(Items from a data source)
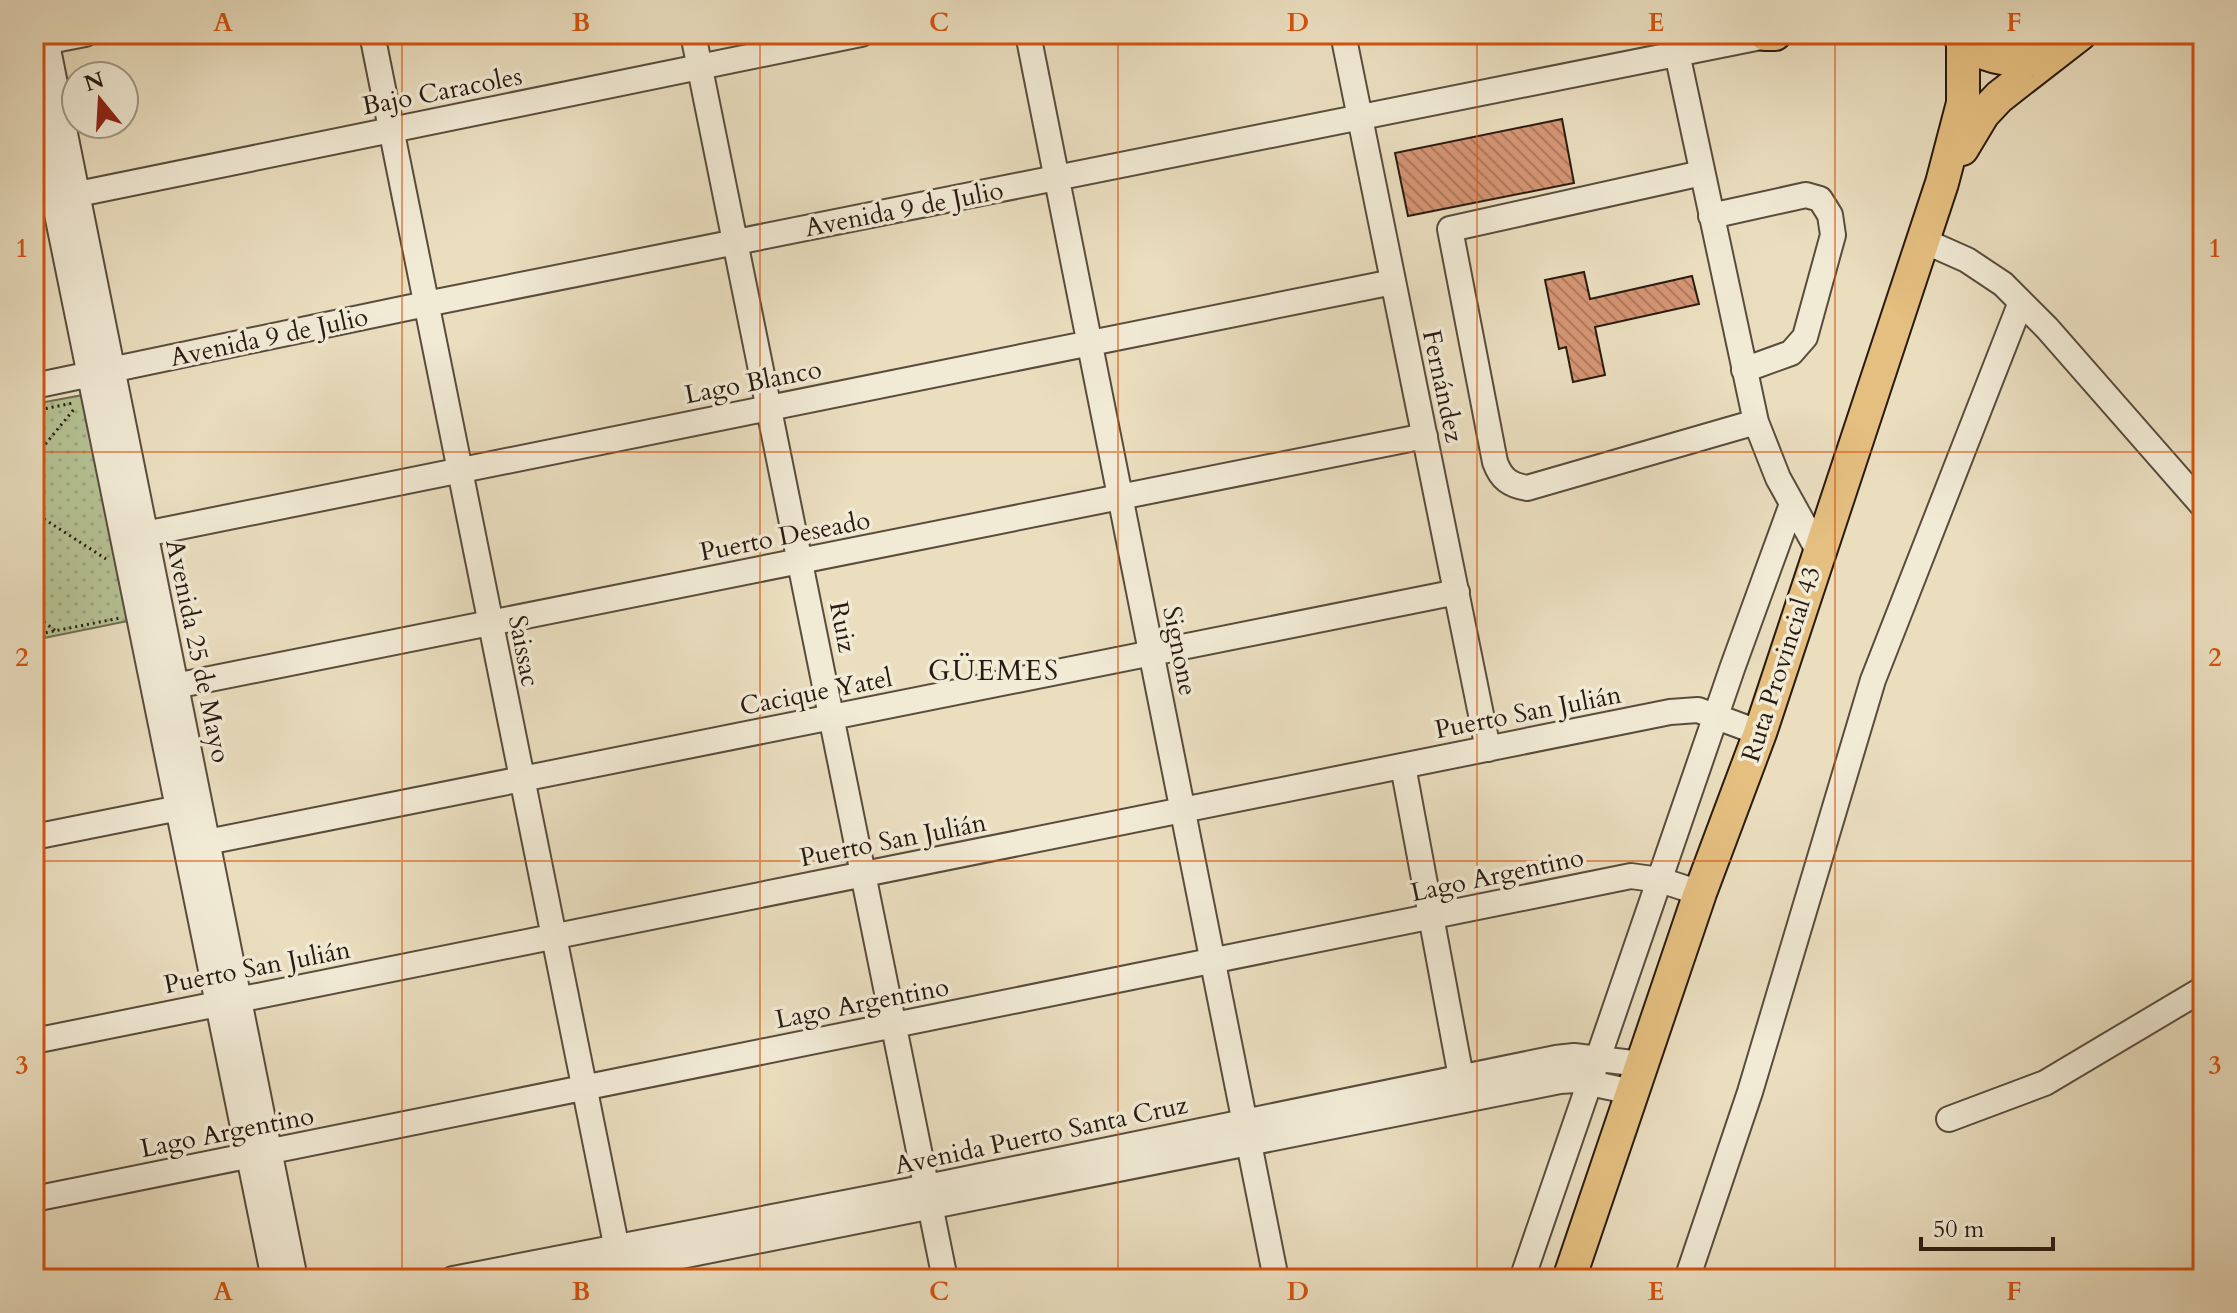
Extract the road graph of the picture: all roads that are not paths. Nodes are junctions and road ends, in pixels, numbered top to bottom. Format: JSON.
{"nodes":[{"id":1,"x":85,"y":34,"type":"edge"},
{"id":2,"x":372,"y":34,"type":"edge"},
{"id":3,"x":693,"y":34,"type":"edge"},
{"id":4,"x":861,"y":34,"type":"edge"},
{"id":5,"x":1028,"y":34,"type":"edge"},
{"id":6,"x":1343,"y":34,"type":"edge"},
{"id":7,"x":2080,"y":34,"type":"edge"},
{"id":8,"x":1768,"y":35,"type":"edge"},
{"id":9,"x":1959,"y":37,"type":"edge"},
{"id":10,"x":42,"y":40,"type":"edge"},
{"id":11,"x":1677,"y":53,"type":"junction"},
{"id":12,"x":2046,"y":57,"type":"junction"},
{"id":13,"x":700,"y":67,"type":"junction"},
{"id":14,"x":34,"y":101,"type":"edge"},
{"id":15,"x":1360,"y":117,"type":"junction"},
{"id":16,"x":391,"y":129,"type":"junction"},
{"id":17,"x":1702,"y":173,"type":"junction"},
{"id":18,"x":1057,"y":179,"type":"junction"},
{"id":19,"x":1942,"y":183,"type":"junction"},
{"id":20,"x":55,"y":199,"type":"edge"},
{"id":21,"x":1711,"y":216,"type":"junction"},
{"id":22,"x":1922,"y":240,"type":"junction"},
{"id":23,"x":736,"y":243,"type":"junction"},
{"id":24,"x":1393,"y":282,"type":"junction"},
{"id":25,"x":2021,"y":302,"type":"junction"},
{"id":26,"x":426,"y":304,"type":"junction"},
{"id":27,"x":1090,"y":343,"type":"junction"},
{"id":28,"x":1744,"y":370,"type":"junction"},
{"id":29,"x":101,"y":373,"type":"junction"},
{"id":30,"x":34,"y":386,"type":"edge"},
{"id":31,"x":770,"y":407,"type":"junction"},
{"id":32,"x":1756,"y":422,"type":"junction"},
{"id":33,"x":1425,"y":436,"type":"junction"},
{"id":34,"x":459,"y":470,"type":"junction"},
{"id":35,"x":1121,"y":497,"type":"junction"},
{"id":36,"x":1792,"y":504,"type":"junction"},
{"id":37,"x":2203,"y":506,"type":"edge"},
{"id":38,"x":127,"y":540,"type":"junction"},
{"id":39,"x":1819,"y":552,"type":"junction"},
{"id":40,"x":801,"y":561,"type":"junction"},
{"id":41,"x":1457,"y":592,"type":"junction"},
{"id":42,"x":490,"y":623,"type":"junction"},
{"id":43,"x":1152,"y":653,"type":"junction"},
{"id":44,"x":166,"y":688,"type":"junction"},
{"id":45,"x":832,"y":717,"type":"junction"},
{"id":46,"x":1717,"y":717,"type":"junction"},
{"id":47,"x":1760,"y":733,"type":"junction"},
{"id":48,"x":1488,"y":749,"type":"junction"},
{"id":49,"x":1403,"y":766,"type":"junction"},
{"id":50,"x":522,"y":779,"type":"junction"},
{"id":51,"x":179,"y":808,"type":"junction"},
{"id":52,"x":1183,"y":810,"type":"junction"},
{"id":53,"x":34,"y":837,"type":"edge"},
{"id":54,"x":197,"y":844,"type":"junction"},
{"id":55,"x":864,"y":874,"type":"junction"},
{"id":56,"x":1660,"y":880,"type":"junction"},
{"id":57,"x":1700,"y":893,"type":"junction"},
{"id":58,"x":1432,"y":917,"type":"junction"},
{"id":59,"x":554,"y":936,"type":"junction"},
{"id":60,"x":1213,"y":963,"type":"junction"},
{"id":61,"x":2203,"y":989,"type":"edge"},
{"id":62,"x":229,"y":1002,"type":"junction"},
{"id":63,"x":892,"y":1026,"type":"junction"},
{"id":64,"x":34,"y":1041,"type":"edge"},
{"id":65,"x":1598,"y":1059,"type":"junction"},
{"id":66,"x":1461,"y":1077,"type":"junction"},
{"id":67,"x":1636,"y":1078,"type":"junction"},
{"id":68,"x":1589,"y":1082,"type":"junction"},
{"id":69,"x":583,"y":1087,"type":"junction"},
{"id":70,"x":1949,"y":1119,"type":"dead end"},
{"id":71,"x":1248,"y":1132,"type":"junction"},
{"id":72,"x":259,"y":1154,"type":"junction"},
{"id":73,"x":929,"y":1197,"type":"junction"},
{"id":74,"x":34,"y":1199,"type":"edge"},
{"id":75,"x":620,"y":1265,"type":"edge"},
{"id":76,"x":274,"y":1279,"type":"edge"},
{"id":77,"x":295,"y":1279,"type":"edge"},
{"id":78,"x":453,"y":1279,"type":"edge"},
{"id":79,"x":566,"y":1279,"type":"edge"},
{"id":80,"x":945,"y":1279,"type":"edge"},
{"id":81,"x":1276,"y":1279,"type":"edge"},
{"id":82,"x":1522,"y":1279,"type":"edge"},
{"id":83,"x":1569,"y":1279,"type":"edge"},
{"id":84,"x":1687,"y":1279,"type":"edge"}],
"edges":[{"from":1,"to":10,"type":"street"},
{"from":2,"to":16,"type":"street","name":"Saissac"},
{"from":3,"to":13,"type":"street","name":"Ruiz"},
{"from":4,"to":13,"type":"street","name":"Bajo Caracoles"},
{"from":5,"to":18,"type":"street","name":"Signone"},
{"from":6,"to":15,"type":"street","name":"Fernández"},
{"from":7,"to":12,"type":"main road"},
{"from":8,"to":11,"type":"street","name":"Avenida 9 de Julio"},
{"from":9,"to":12,"type":"main road"},
{"from":9,"to":19,"type":"main road","name":"Ruta Provincial 43"},
{"from":10,"to":20,"type":"street","name":"Avenida 25 de Mayo"},
{"from":11,"to":15,"type":"street","name":"Avenida 9 de Julio"},
{"from":11,"to":17,"type":"street"},
{"from":12,"to":19,"type":"main road"},
{"from":13,"to":16,"type":"street","name":"Bajo Caracoles"},
{"from":13,"to":23,"type":"street","name":"Ruiz"},
{"from":14,"to":20,"type":"street","name":"Avenida 25 de Mayo"},
{"from":15,"to":18,"type":"street","name":"Avenida 9 de Julio"},
{"from":15,"to":24,"type":"street","name":"Fernández"},
{"from":16,"to":20,"type":"street","name":"Bajo Caracoles"},
{"from":16,"to":26,"type":"street","name":"Saissac"},
{"from":17,"to":21,"type":"street"},
{"from":17,"to":32,"type":"street"},
{"from":18,"to":23,"type":"street","name":"Avenida 9 de Julio"},
{"from":18,"to":27,"type":"street","name":"Signone"},
{"from":19,"to":22,"type":"main road","name":"Ruta Provincial 43"},
{"from":20,"to":29,"type":"street","name":"Avenida 25 de Mayo"},
{"from":21,"to":28,"type":"street"},
{"from":21,"to":28,"type":"street"},
{"from":22,"to":25,"type":"street"},
{"from":22,"to":39,"type":"main road","name":"Ruta Provincial 43"},
{"from":23,"to":26,"type":"street","name":"Avenida 9 de Julio"},
{"from":23,"to":31,"type":"street","name":"Ruiz"},
{"from":24,"to":27,"type":"street","name":"Lago Blanco"},
{"from":24,"to":33,"type":"street","name":"Fernández"},
{"from":25,"to":37,"type":"street"},
{"from":25,"to":84,"type":"street"},
{"from":26,"to":29,"type":"street","name":"Avenida 9 de Julio"},
{"from":26,"to":34,"type":"street","name":"Saissac"},
{"from":27,"to":31,"type":"street","name":"Lago Blanco"},
{"from":27,"to":35,"type":"street","name":"Signone"},
{"from":28,"to":32,"type":"street"},
{"from":29,"to":30,"type":"street","name":"Avenida 9 de Julio"},
{"from":29,"to":38,"type":"street","name":"Avenida 25 de Mayo"},
{"from":31,"to":34,"type":"street","name":"Lago Blanco"},
{"from":31,"to":40,"type":"street","name":"Ruiz"},
{"from":32,"to":36,"type":"street"},
{"from":33,"to":35,"type":"street","name":"Puerto Deseado"},
{"from":33,"to":41,"type":"street","name":"Fernández"},
{"from":34,"to":38,"type":"street","name":"Lago Blanco"},
{"from":34,"to":42,"type":"street","name":"Saissac"},
{"from":35,"to":40,"type":"street","name":"Puerto Deseado"},
{"from":35,"to":43,"type":"street","name":"Signone"},
{"from":36,"to":39,"type":"street"},
{"from":36,"to":46,"type":"street"},
{"from":38,"to":44,"type":"street","name":"Avenida 25 de Mayo"},
{"from":39,"to":47,"type":"main road","name":"Ruta Provincial 43"},
{"from":40,"to":42,"type":"street","name":"Puerto Deseado"},
{"from":40,"to":45,"type":"street","name":"Ruiz"},
{"from":41,"to":43,"type":"street","name":"Cacique Yatel"},
{"from":41,"to":48,"type":"street","name":"Fernández"},
{"from":42,"to":44,"type":"street","name":"Puerto Deseado"},
{"from":42,"to":50,"type":"street","name":"Saissac"},
{"from":43,"to":45,"type":"street","name":"Cacique Yatel"},
{"from":43,"to":52,"type":"street","name":"Signone"},
{"from":44,"to":51,"type":"street","name":"Avenida 25 de Mayo"},
{"from":44,"to":54,"type":"street","name":"Avenida 25 de Mayo"},
{"from":45,"to":50,"type":"street","name":"Cacique Yatel"},
{"from":45,"to":55,"type":"street","name":"Ruiz"},
{"from":46,"to":47,"type":"street","name":"Puerto San Julián"},
{"from":46,"to":48,"type":"street","name":"Puerto San Julián"},
{"from":46,"to":56,"type":"street"},
{"from":47,"to":57,"type":"main road","name":"Ruta Provincial 43"},
{"from":48,"to":49,"type":"street","name":"Puerto San Julián"},
{"from":49,"to":52,"type":"street","name":"Puerto San Julián"},
{"from":49,"to":58,"type":"street"},
{"from":50,"to":54,"type":"street","name":"Cacique Yatel"},
{"from":50,"to":59,"type":"street","name":"Saissac"},
{"from":51,"to":53,"type":"street"},
{"from":51,"to":54,"type":"street","name":"Avenida 25 de Mayo"},
{"from":52,"to":55,"type":"street","name":"Puerto San Julián"},
{"from":52,"to":60,"type":"street","name":"Signone"},
{"from":54,"to":62,"type":"street","name":"Avenida 25 de Mayo"},
{"from":55,"to":59,"type":"street","name":"Puerto San Julián"},
{"from":55,"to":63,"type":"street","name":"Ruiz"},
{"from":56,"to":57,"type":"street","name":"Lago Argentino"},
{"from":56,"to":58,"type":"street","name":"Lago Argentino"},
{"from":56,"to":65,"type":"street"},
{"from":57,"to":67,"type":"main road","name":"Ruta Provincial 43"},
{"from":58,"to":60,"type":"street","name":"Lago Argentino"},
{"from":58,"to":66,"type":"street"},
{"from":59,"to":62,"type":"street","name":"Puerto San Julián"},
{"from":59,"to":69,"type":"street","name":"Saissac"},
{"from":60,"to":63,"type":"street","name":"Lago Argentino"},
{"from":60,"to":71,"type":"street","name":"Signone"},
{"from":61,"to":70,"type":"street"},
{"from":62,"to":64,"type":"street","name":"Puerto San Julián"},
{"from":62,"to":72,"type":"street","name":"Avenida 25 de Mayo"},
{"from":63,"to":69,"type":"street","name":"Lago Argentino"},
{"from":63,"to":73,"type":"street","name":"Ruiz"},
{"from":65,"to":66,"type":"street","name":"Avenida Puerto Santa Cruz"},
{"from":65,"to":67,"type":"street","name":"Avenida Puerto Santa Cruz"},
{"from":65,"to":68,"type":"street"},
{"from":66,"to":71,"type":"street","name":"Avenida Puerto Santa Cruz"},
{"from":67,"to":68,"type":"street","name":"Avenida Puerto Santa Cruz"},
{"from":67,"to":83,"type":"main road","name":"Ruta Provincial 43"},
{"from":68,"to":71,"type":"street","name":"Avenida Puerto Santa Cruz"},
{"from":68,"to":82,"type":"street"},
{"from":69,"to":72,"type":"street","name":"Lago Argentino"},
{"from":69,"to":75,"type":"street","name":"Saissac"},
{"from":71,"to":73,"type":"street","name":"Avenida Puerto Santa Cruz"},
{"from":71,"to":81,"type":"street","name":"Signone"},
{"from":72,"to":74,"type":"street","name":"Lago Argentino"},
{"from":72,"to":76,"type":"street","name":"Avenida 25 de Mayo"},
{"from":72,"to":77,"type":"street","name":"Avenida 25 de Mayo"},
{"from":73,"to":75,"type":"street","name":"Avenida Puerto Santa Cruz"},
{"from":73,"to":80,"type":"street","name":"Ruiz"},
{"from":75,"to":78,"type":"street","name":"Avenida Puerto Santa Cruz"},
{"from":75,"to":79,"type":"street","name":"Avenida Puerto Santa Cruz"}]}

▶ **Exercise prompt**: How many lines in the data contain the string "Deseado"? Respond with the number only.

▶ **Solved exercise**: 4